Records from a dataset:
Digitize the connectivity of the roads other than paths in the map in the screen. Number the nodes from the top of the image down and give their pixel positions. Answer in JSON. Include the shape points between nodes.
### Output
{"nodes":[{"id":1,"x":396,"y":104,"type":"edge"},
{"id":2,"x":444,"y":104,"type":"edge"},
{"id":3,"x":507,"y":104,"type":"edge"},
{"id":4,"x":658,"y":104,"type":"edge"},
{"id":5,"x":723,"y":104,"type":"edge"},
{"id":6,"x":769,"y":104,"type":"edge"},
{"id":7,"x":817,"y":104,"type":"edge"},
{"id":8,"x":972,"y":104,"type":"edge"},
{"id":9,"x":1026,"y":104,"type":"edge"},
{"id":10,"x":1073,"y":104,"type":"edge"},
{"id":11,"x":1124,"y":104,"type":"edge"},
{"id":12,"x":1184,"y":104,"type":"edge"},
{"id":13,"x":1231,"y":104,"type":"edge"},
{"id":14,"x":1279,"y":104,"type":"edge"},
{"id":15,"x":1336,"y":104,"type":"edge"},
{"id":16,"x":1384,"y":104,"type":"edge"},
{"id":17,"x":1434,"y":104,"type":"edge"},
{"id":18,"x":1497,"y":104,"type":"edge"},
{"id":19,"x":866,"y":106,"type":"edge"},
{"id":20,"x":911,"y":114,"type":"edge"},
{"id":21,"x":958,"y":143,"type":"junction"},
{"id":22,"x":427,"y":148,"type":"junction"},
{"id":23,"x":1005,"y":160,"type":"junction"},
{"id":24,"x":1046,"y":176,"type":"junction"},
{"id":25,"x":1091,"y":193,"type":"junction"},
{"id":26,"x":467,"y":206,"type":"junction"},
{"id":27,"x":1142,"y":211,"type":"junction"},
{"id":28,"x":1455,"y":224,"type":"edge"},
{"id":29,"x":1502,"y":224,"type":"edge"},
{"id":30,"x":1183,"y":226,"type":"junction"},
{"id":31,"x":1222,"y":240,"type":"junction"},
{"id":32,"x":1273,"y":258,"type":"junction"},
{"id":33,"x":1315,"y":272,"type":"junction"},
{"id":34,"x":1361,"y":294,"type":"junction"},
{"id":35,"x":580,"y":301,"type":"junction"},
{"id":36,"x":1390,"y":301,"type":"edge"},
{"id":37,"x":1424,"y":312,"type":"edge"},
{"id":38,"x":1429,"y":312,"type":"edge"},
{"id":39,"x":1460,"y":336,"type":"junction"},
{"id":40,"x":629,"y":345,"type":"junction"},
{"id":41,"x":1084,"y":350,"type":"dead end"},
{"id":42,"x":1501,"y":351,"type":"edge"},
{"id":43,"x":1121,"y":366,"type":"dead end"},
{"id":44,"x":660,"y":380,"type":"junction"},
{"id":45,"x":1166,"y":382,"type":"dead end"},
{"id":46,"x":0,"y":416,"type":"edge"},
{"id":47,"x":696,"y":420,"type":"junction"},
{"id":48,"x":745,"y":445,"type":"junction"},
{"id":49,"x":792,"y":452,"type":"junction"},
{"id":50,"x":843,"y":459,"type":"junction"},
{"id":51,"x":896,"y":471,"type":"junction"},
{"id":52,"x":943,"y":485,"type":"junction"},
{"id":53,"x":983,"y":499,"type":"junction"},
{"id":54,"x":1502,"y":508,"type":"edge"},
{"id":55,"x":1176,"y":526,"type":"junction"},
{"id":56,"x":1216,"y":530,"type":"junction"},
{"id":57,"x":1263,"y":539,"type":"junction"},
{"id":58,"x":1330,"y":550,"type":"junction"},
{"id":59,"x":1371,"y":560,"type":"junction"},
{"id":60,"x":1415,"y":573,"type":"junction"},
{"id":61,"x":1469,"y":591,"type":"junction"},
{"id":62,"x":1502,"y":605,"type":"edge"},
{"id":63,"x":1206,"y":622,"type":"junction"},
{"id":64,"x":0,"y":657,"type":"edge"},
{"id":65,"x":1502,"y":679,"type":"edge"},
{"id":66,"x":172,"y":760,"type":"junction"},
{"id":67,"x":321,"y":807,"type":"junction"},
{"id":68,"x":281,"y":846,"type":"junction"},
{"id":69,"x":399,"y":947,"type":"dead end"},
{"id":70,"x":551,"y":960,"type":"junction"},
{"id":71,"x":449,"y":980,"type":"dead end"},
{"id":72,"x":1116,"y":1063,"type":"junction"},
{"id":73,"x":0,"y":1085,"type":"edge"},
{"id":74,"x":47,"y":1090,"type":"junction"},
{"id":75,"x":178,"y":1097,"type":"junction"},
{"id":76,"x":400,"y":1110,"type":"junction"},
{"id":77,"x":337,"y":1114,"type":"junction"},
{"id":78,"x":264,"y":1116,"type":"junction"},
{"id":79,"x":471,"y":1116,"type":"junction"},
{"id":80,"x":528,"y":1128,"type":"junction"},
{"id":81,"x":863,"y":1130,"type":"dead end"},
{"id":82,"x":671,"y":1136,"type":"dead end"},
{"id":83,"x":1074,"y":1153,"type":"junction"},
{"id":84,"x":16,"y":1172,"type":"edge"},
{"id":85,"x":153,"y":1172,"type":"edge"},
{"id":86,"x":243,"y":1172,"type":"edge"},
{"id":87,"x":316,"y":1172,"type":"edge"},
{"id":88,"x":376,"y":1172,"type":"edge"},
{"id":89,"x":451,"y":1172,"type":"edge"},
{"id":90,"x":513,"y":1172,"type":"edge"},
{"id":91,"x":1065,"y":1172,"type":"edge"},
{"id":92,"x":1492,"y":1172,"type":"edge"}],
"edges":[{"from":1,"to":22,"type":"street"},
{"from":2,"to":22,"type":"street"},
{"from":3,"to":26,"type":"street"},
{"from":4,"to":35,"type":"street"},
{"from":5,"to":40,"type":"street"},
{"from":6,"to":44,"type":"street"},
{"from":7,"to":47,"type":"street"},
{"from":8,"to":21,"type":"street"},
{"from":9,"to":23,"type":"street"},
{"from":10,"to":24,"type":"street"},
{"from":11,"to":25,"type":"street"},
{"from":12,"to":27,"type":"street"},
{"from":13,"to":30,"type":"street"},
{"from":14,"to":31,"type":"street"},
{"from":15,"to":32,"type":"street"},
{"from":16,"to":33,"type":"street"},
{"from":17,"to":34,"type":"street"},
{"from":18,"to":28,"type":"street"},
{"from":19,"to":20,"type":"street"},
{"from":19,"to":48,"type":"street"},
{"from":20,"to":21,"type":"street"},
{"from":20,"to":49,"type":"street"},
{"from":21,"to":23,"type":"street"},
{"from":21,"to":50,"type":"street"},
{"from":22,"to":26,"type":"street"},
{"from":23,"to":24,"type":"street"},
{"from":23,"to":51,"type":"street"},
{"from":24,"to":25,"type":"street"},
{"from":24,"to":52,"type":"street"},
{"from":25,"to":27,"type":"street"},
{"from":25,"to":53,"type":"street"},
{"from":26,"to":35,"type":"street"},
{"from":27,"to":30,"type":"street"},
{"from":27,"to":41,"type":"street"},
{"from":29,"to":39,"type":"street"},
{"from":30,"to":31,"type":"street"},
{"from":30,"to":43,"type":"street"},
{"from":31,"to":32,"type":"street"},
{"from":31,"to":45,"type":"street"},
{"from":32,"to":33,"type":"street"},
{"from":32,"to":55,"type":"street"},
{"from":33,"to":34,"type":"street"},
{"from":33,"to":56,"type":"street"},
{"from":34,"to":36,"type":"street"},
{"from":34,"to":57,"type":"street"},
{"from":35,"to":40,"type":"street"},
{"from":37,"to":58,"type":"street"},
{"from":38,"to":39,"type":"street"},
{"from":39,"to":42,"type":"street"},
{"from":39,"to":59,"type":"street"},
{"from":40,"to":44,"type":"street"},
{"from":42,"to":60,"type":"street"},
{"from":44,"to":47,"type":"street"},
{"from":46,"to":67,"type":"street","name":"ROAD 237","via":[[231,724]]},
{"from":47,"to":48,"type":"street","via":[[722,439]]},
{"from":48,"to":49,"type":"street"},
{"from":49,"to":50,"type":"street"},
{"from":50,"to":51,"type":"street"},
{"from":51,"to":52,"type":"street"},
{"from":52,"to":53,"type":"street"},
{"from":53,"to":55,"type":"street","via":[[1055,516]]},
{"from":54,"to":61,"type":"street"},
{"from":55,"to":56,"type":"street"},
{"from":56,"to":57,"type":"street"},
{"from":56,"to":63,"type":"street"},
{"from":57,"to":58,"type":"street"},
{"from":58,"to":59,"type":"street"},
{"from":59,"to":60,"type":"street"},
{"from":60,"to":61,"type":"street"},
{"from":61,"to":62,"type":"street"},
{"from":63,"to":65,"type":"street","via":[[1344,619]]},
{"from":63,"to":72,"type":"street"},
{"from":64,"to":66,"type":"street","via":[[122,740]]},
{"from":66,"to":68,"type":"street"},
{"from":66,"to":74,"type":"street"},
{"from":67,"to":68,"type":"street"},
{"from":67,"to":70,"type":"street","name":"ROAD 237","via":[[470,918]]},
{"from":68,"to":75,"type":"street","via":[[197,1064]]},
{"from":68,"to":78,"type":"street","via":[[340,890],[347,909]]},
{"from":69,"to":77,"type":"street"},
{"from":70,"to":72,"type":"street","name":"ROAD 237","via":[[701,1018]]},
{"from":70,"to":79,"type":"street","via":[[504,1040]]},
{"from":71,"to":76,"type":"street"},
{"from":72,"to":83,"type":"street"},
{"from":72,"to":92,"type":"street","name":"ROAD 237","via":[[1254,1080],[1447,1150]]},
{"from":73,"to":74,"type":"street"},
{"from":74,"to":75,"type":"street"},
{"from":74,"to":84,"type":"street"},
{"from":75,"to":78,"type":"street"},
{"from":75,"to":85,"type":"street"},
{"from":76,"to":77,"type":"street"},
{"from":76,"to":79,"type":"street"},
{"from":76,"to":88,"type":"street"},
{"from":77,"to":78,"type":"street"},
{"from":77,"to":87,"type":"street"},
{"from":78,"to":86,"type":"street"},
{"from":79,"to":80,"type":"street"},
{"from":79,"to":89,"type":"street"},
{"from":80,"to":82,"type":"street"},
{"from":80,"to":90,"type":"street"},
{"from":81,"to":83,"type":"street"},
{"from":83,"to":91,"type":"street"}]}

* **Work request**
The answer must consist of every line above that contains the word "name".

* **Result of the exercise**
{"from":46,"to":67,"type":"street","name":"ROAD 237","via":[[231,724]]},
{"from":67,"to":70,"type":"street","name":"ROAD 237","via":[[470,918]]},
{"from":70,"to":72,"type":"street","name":"ROAD 237","via":[[701,1018]]},
{"from":72,"to":92,"type":"street","name":"ROAD 237","via":[[1254,1080],[1447,1150]]},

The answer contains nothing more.